Count the lines below that contain "road". Answer with the number alone.

<<<<

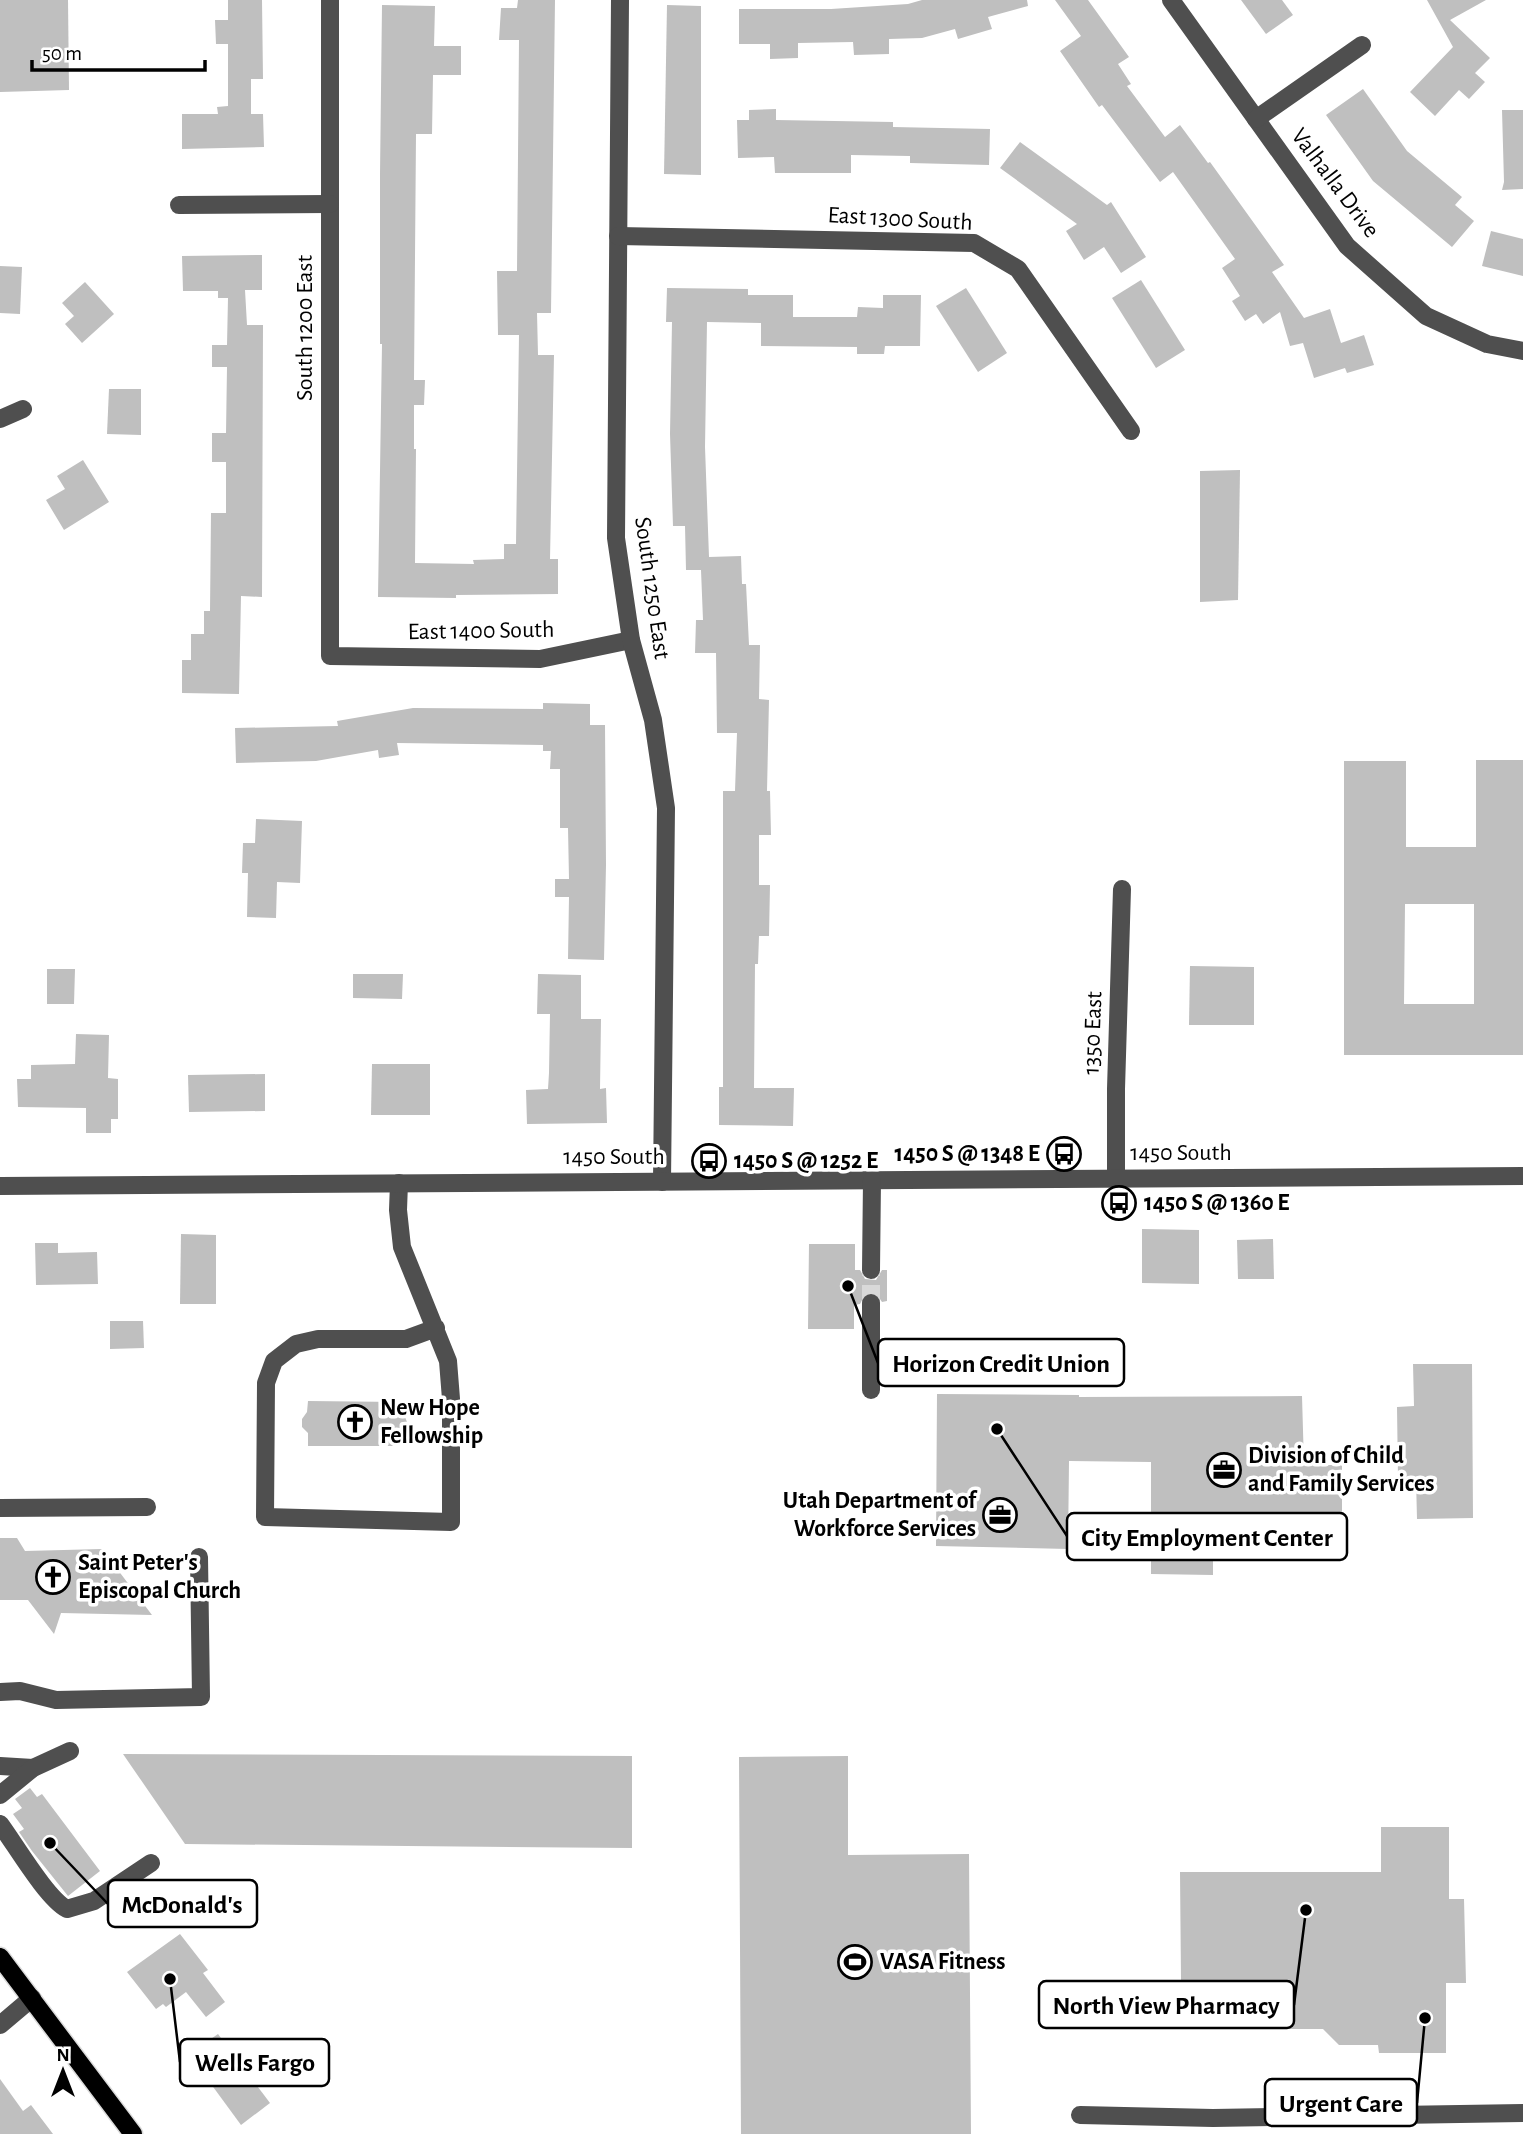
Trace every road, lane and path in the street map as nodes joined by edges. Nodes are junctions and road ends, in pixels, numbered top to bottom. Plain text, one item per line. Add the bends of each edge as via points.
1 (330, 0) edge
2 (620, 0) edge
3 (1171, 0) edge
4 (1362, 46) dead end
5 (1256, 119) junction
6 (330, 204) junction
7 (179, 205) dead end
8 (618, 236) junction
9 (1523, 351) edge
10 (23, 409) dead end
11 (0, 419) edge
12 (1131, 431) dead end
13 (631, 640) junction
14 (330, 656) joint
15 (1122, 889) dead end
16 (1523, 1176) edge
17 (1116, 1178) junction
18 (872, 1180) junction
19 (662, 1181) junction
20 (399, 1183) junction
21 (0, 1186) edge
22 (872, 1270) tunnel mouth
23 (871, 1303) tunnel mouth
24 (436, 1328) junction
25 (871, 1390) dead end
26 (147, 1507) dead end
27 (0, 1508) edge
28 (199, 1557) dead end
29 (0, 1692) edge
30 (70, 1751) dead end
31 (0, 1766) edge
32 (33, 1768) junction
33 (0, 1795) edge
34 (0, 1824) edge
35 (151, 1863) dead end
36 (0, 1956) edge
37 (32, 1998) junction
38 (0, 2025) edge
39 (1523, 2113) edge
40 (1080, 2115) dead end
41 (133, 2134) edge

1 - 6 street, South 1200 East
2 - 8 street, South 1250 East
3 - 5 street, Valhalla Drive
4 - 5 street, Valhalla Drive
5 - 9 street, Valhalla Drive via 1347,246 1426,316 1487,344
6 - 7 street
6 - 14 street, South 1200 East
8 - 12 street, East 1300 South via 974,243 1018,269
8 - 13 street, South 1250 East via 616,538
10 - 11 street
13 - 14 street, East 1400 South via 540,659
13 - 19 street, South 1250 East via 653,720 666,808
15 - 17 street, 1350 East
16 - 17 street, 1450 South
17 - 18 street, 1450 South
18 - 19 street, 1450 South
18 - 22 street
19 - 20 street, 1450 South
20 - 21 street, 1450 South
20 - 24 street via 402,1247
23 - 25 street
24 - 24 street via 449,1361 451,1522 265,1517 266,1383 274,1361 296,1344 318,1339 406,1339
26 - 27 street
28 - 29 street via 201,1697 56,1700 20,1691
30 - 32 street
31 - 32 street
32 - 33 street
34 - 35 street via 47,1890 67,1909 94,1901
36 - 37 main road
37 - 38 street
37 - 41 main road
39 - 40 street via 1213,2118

>>>>
<<<<

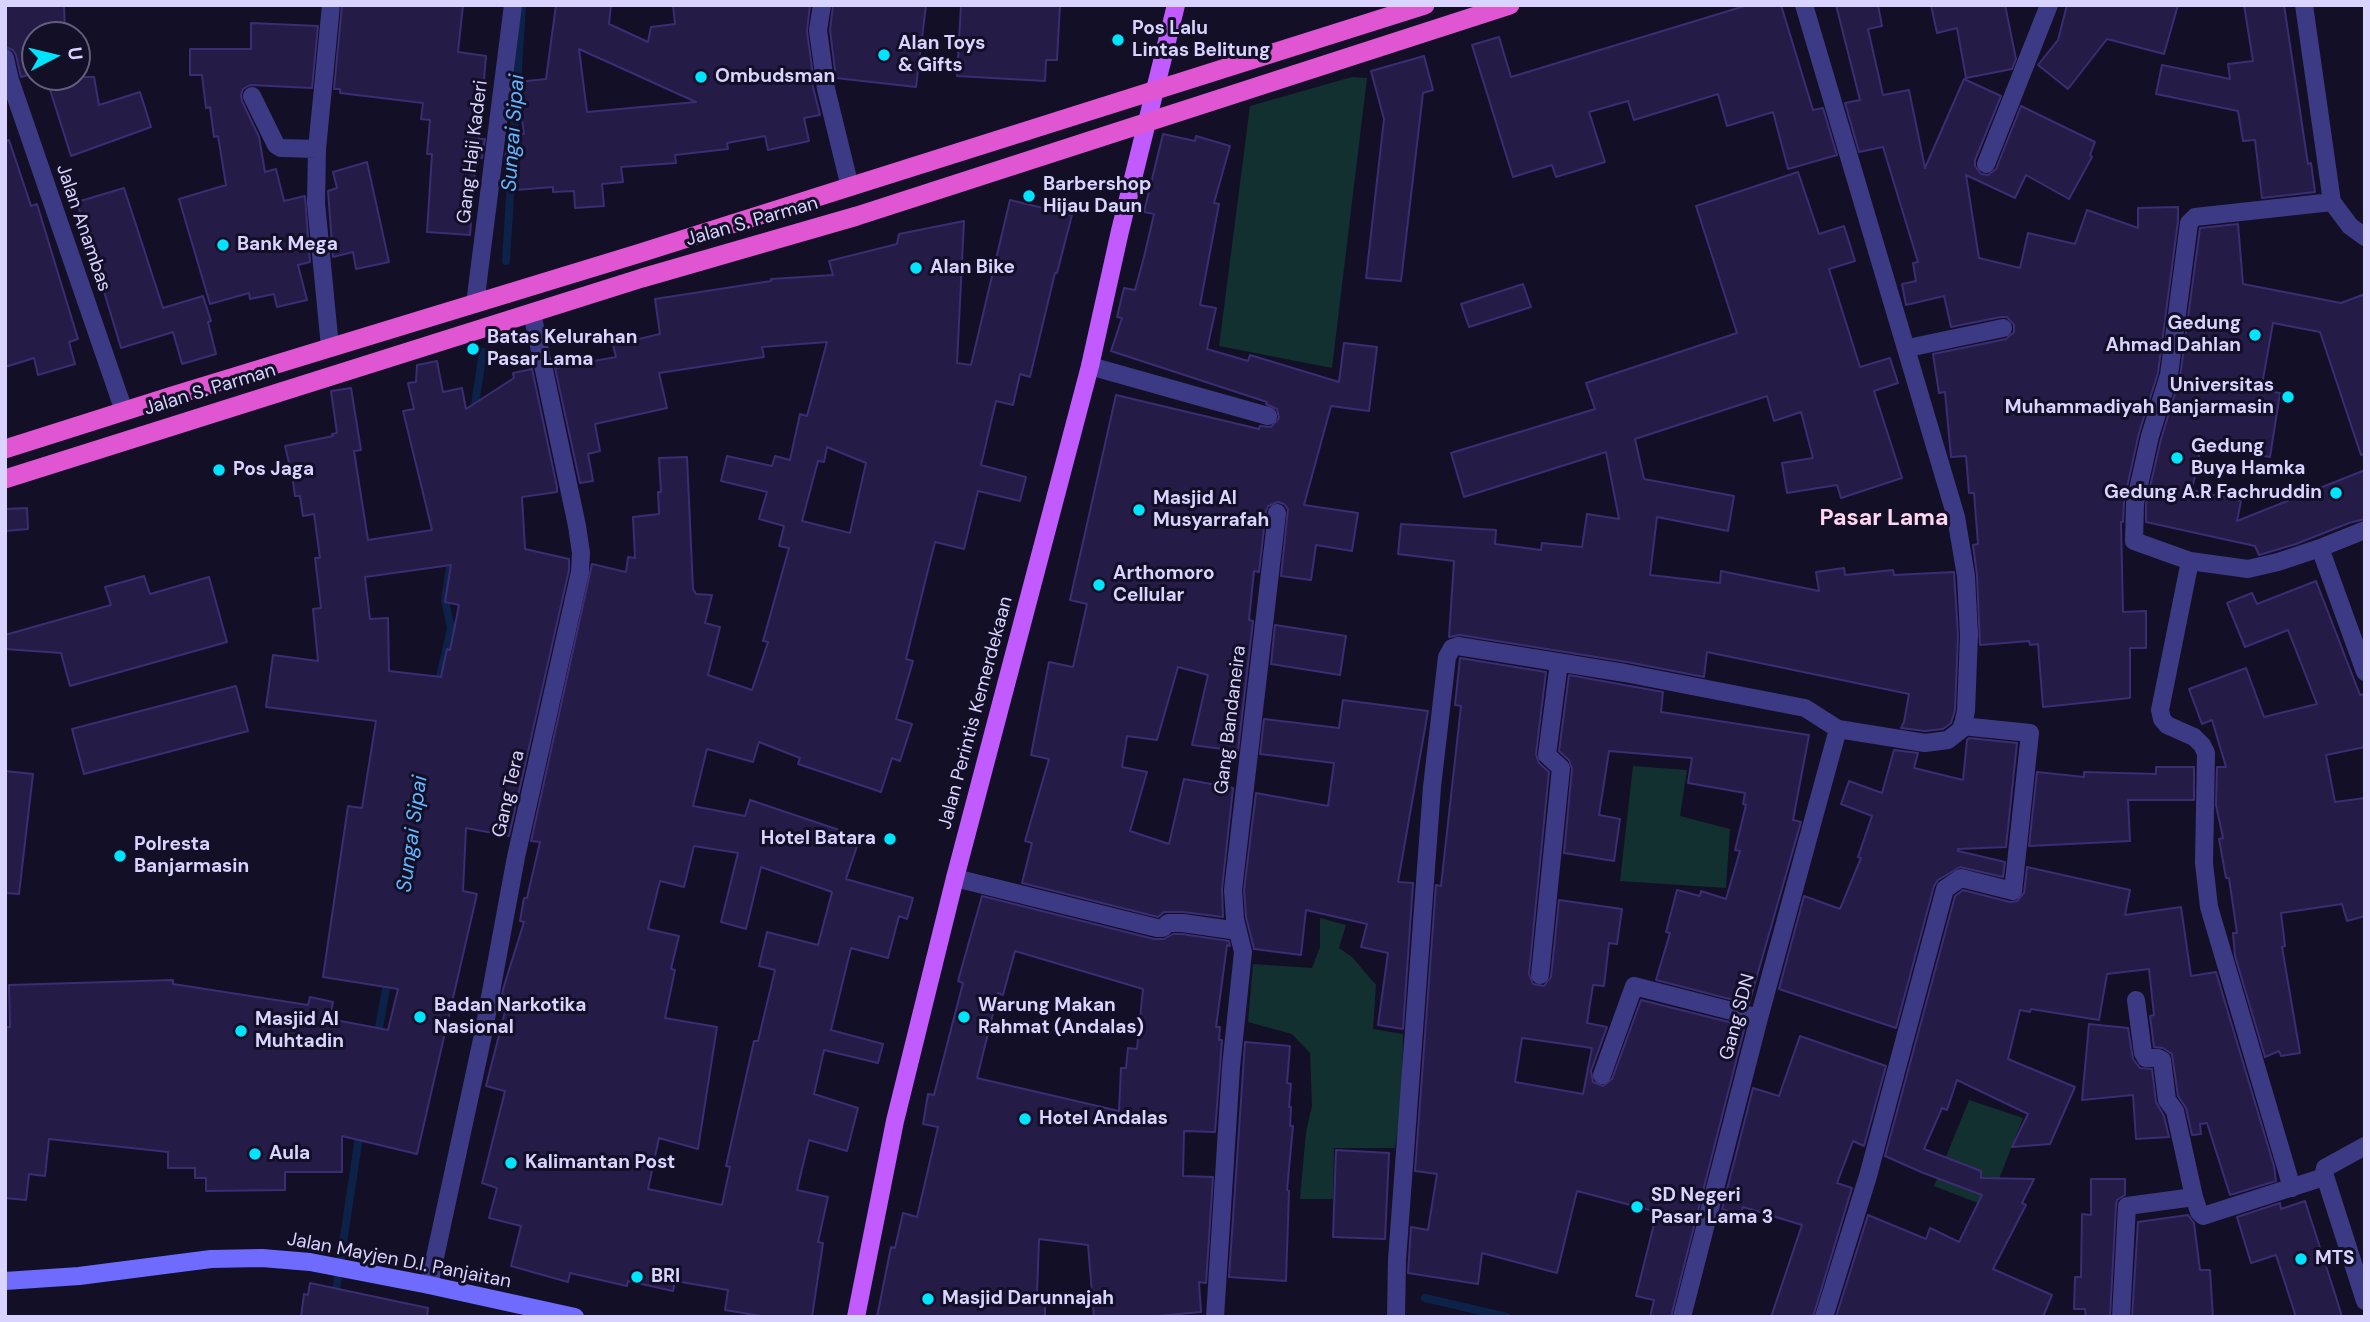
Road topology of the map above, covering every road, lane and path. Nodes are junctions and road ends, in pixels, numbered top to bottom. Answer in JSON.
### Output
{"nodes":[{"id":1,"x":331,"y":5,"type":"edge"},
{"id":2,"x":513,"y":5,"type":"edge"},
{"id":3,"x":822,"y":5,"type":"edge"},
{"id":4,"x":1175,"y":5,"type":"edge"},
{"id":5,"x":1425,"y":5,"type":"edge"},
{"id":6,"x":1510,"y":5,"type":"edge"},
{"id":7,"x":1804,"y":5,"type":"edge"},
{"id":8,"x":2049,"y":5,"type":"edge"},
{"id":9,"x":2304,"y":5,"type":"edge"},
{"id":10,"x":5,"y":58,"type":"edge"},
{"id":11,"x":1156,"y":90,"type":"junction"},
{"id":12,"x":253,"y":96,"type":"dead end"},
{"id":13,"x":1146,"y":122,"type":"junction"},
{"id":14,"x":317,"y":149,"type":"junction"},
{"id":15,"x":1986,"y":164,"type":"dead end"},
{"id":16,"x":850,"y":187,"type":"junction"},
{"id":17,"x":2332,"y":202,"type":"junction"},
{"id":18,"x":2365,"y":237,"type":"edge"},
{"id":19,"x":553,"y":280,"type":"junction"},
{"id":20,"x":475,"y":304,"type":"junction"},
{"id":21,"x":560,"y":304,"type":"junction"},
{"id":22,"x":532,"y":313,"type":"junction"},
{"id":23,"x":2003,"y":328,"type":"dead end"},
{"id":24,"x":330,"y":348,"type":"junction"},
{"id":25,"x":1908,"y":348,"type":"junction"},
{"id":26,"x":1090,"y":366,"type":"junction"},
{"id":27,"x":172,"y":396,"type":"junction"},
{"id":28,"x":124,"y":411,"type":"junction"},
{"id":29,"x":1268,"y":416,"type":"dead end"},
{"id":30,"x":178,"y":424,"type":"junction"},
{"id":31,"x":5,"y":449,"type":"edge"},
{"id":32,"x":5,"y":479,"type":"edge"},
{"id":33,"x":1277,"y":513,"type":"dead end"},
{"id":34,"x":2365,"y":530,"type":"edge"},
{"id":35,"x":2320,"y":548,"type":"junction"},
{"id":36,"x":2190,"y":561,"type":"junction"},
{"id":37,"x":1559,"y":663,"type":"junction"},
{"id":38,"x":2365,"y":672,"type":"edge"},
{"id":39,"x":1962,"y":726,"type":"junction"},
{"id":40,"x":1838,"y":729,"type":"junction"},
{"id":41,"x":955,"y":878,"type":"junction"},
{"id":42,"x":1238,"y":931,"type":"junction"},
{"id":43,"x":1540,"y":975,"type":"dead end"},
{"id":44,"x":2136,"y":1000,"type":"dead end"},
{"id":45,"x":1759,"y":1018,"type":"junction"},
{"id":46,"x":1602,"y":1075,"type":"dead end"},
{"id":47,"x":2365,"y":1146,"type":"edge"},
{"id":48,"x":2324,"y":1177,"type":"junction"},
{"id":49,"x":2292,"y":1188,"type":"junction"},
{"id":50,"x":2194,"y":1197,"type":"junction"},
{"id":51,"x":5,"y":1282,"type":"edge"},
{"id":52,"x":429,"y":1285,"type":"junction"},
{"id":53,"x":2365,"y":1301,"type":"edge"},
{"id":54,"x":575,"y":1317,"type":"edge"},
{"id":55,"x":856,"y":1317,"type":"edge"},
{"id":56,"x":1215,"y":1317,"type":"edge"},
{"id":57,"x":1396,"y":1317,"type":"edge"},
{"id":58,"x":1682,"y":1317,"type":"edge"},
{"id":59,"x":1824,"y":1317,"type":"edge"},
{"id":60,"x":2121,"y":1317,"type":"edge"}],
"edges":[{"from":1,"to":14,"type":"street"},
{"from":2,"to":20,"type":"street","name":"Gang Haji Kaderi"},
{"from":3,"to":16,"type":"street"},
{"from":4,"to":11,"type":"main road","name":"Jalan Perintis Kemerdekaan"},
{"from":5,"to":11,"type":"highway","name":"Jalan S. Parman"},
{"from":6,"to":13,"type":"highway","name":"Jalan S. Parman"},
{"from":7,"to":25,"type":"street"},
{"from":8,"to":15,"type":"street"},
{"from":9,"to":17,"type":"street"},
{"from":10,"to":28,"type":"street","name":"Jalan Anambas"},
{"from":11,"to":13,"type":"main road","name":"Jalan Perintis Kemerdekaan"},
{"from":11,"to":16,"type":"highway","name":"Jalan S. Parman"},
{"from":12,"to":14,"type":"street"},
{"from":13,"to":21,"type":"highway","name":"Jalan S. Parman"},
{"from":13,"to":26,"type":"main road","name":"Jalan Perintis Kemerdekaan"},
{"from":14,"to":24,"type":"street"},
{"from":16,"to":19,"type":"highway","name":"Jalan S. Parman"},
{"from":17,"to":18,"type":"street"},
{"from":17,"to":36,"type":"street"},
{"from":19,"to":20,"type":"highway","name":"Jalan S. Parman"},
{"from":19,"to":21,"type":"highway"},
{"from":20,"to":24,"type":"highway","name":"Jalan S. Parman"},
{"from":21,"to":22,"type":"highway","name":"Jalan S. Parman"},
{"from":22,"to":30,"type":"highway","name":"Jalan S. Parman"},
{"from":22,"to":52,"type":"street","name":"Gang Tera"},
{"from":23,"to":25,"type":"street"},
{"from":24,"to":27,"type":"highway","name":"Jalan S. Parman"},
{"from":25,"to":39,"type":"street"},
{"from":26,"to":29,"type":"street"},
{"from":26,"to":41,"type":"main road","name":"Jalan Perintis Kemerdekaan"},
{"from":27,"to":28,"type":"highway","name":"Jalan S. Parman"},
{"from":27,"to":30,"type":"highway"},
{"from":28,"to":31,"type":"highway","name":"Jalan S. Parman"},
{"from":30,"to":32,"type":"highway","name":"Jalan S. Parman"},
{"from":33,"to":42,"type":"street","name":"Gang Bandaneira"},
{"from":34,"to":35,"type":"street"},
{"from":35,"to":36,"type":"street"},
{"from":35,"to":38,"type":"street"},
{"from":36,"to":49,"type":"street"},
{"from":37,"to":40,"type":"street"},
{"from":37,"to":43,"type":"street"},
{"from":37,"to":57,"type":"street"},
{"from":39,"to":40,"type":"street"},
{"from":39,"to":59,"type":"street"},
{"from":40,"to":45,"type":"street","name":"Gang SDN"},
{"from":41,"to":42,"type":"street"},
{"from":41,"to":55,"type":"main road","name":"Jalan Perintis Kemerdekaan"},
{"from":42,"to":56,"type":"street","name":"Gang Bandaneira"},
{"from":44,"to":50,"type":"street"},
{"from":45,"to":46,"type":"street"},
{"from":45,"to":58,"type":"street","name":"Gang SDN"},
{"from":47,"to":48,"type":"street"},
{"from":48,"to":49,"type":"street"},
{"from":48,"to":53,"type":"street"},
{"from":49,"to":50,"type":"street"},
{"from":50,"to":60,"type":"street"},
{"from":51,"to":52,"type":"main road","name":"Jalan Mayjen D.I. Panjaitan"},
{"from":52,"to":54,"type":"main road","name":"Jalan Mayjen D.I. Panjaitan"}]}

>>>>

Written response - 11